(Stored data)
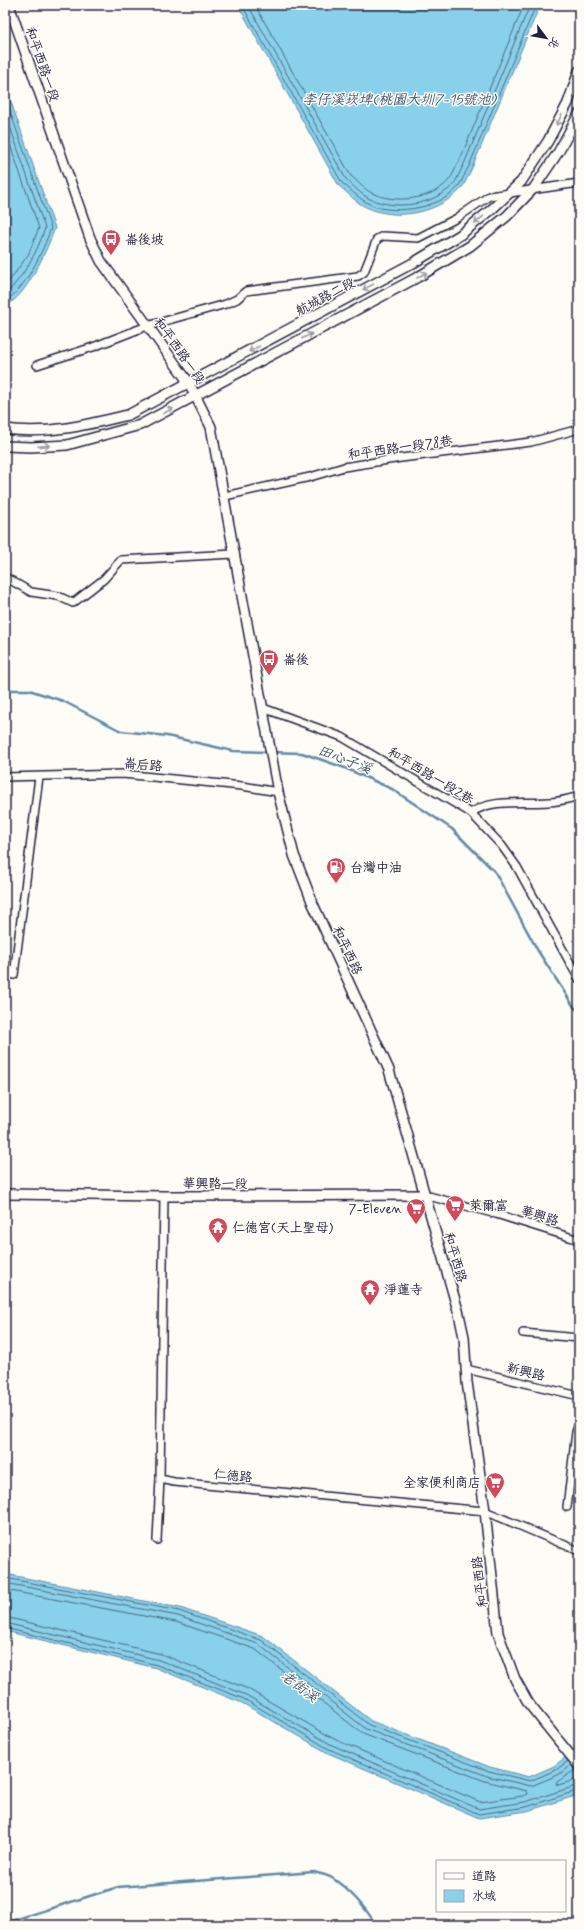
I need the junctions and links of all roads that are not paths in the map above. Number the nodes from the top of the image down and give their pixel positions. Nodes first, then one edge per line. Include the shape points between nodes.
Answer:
1 (9, 5) edge
2 (579, 71) edge
3 (579, 114) edge
4 (579, 182) edge
5 (534, 188) junction
6 (510, 193) junction
7 (148, 326) junction
8 (37, 365) dead end
9 (189, 383) junction
10 (196, 396) junction
11 (5, 429) edge
12 (579, 429) edge
13 (5, 446) edge
14 (224, 496) junction
15 (234, 554) junction
16 (5, 578) edge
17 (262, 708) junction
18 (274, 773) joint
19 (5, 777) edge
20 (39, 777) junction
21 (278, 792) junction
22 (579, 796) edge
23 (471, 813) junction
24 (14, 975) dead end
25 (579, 979) edge
26 (5, 1194) edge
27 (425, 1195) junction
28 (164, 1196) junction
29 (579, 1240) edge
30 (523, 1333) dead end
31 (579, 1338) edge
32 (466, 1369) junction
33 (579, 1396) edge
34 (579, 1424) edge
35 (160, 1479) junction
36 (567, 1507) dead end
37 (485, 1511) junction
38 (157, 1540) dead end
39 (579, 1551) edge
40 (579, 1766) edge

1 - 7 street, 和平西路一段 via 90,238 101,261
2 -> 6 street, 航城路二段 via 568,103 548,142 521,182
3 - 5 street, 航城路二段 via 559,151
4 - 5 street
5 - 6 street
10 -> 5 street, 航城路二段 via 418,277 470,246 507,216
6 - 7 street via 489,196 457,218 418,238 383,236 377,239 364,272 358,276 246,291 226,304
6 -> 9 street, 航城路二段 via 460,235 413,263
7 - 8 street
7 - 9 street, 和平西路一段
9 - 10 street, 和平西路一段
9 - 11 street, 航城路二段 via 128,415 85,426 28,432
13 -> 10 street, 航城路二段 via 67,445 103,437 140,425
10 - 14 street, 和平西路一段 via 211,427
12 - 14 street, 和平西路一段78巷 via 531,442 344,467
14 - 15 street, 和平西路一段
15 - 16 street via 122,560 104,579 73,603 58,596 31,592
15 - 17 street, 和平西路一段
17 - 18 street, 和平西路一段
17 - 23 street, 和平西路一段2巷 via 342,737
18 - 21 street, 和平西路
19 - 20 street, 崙后路
20 - 21 street, 崙后路 via 123,774
20 - 24 street
21 - 27 street, 和平西路 via 294,855 313,904 389,1070
22 - 23 street via 548,802 513,802 478,807
23 - 25 street, 和平西路一段2巷 via 502,846 517,867
26 - 28 street, 華興路一段
27 - 28 street, 華興路一段
27 - 29 street, 華興路
27 - 32 street, 和平西路 via 459,1314
28 - 35 street
30 - 31 street
32 - 33 street, 新興路
32 - 37 street, 和平西路 via 474,1446
34 - 36 street
35 - 37 street, 仁德路
35 - 38 street
37 - 39 street, 仁德路
37 - 40 street, 和平西路 via 498,1633 515,1679 529,1704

- [Aim of the exercise]
The data is to be printed again exactly, but without its pictures.

- [Solution]
I need the junctions and links of all roads that are not paths in the map above. Number the nodes from the top of the image down and give their pixel positions. Nodes first, then one edge per line. Include the shape points between nodes.
Answer:
1 (9, 5) edge
2 (579, 71) edge
3 (579, 114) edge
4 (579, 182) edge
5 (534, 188) junction
6 (510, 193) junction
7 (148, 326) junction
8 (37, 365) dead end
9 (189, 383) junction
10 (196, 396) junction
11 (5, 429) edge
12 (579, 429) edge
13 (5, 446) edge
14 (224, 496) junction
15 (234, 554) junction
16 (5, 578) edge
17 (262, 708) junction
18 (274, 773) joint
19 (5, 777) edge
20 (39, 777) junction
21 (278, 792) junction
22 (579, 796) edge
23 (471, 813) junction
24 (14, 975) dead end
25 (579, 979) edge
26 (5, 1194) edge
27 (425, 1195) junction
28 (164, 1196) junction
29 (579, 1240) edge
30 (523, 1333) dead end
31 (579, 1338) edge
32 (466, 1369) junction
33 (579, 1396) edge
34 (579, 1424) edge
35 (160, 1479) junction
36 (567, 1507) dead end
37 (485, 1511) junction
38 (157, 1540) dead end
39 (579, 1551) edge
40 (579, 1766) edge

1 - 7 street, 和平西路一段 via 90,238 101,261
2 -> 6 street, 航城路二段 via 568,103 548,142 521,182
3 - 5 street, 航城路二段 via 559,151
4 - 5 street
5 - 6 street
10 -> 5 street, 航城路二段 via 418,277 470,246 507,216
6 - 7 street via 489,196 457,218 418,238 383,236 377,239 364,272 358,276 246,291 226,304
6 -> 9 street, 航城路二段 via 460,235 413,263
7 - 8 street
7 - 9 street, 和平西路一段
9 - 10 street, 和平西路一段
9 - 11 street, 航城路二段 via 128,415 85,426 28,432
13 -> 10 street, 航城路二段 via 67,445 103,437 140,425
10 - 14 street, 和平西路一段 via 211,427
12 - 14 street, 和平西路一段78巷 via 531,442 344,467
14 - 15 street, 和平西路一段
15 - 16 street via 122,560 104,579 73,603 58,596 31,592
15 - 17 street, 和平西路一段
17 - 18 street, 和平西路一段
17 - 23 street, 和平西路一段2巷 via 342,737
18 - 21 street, 和平西路
19 - 20 street, 崙后路
20 - 21 street, 崙后路 via 123,774
20 - 24 street
21 - 27 street, 和平西路 via 294,855 313,904 389,1070
22 - 23 street via 548,802 513,802 478,807
23 - 25 street, 和平西路一段2巷 via 502,846 517,867
26 - 28 street, 華興路一段
27 - 28 street, 華興路一段
27 - 29 street, 華興路
27 - 32 street, 和平西路 via 459,1314
28 - 35 street
30 - 31 street
32 - 33 street, 新興路
32 - 37 street, 和平西路 via 474,1446
34 - 36 street
35 - 37 street, 仁德路
35 - 38 street
37 - 39 street, 仁德路
37 - 40 street, 和平西路 via 498,1633 515,1679 529,1704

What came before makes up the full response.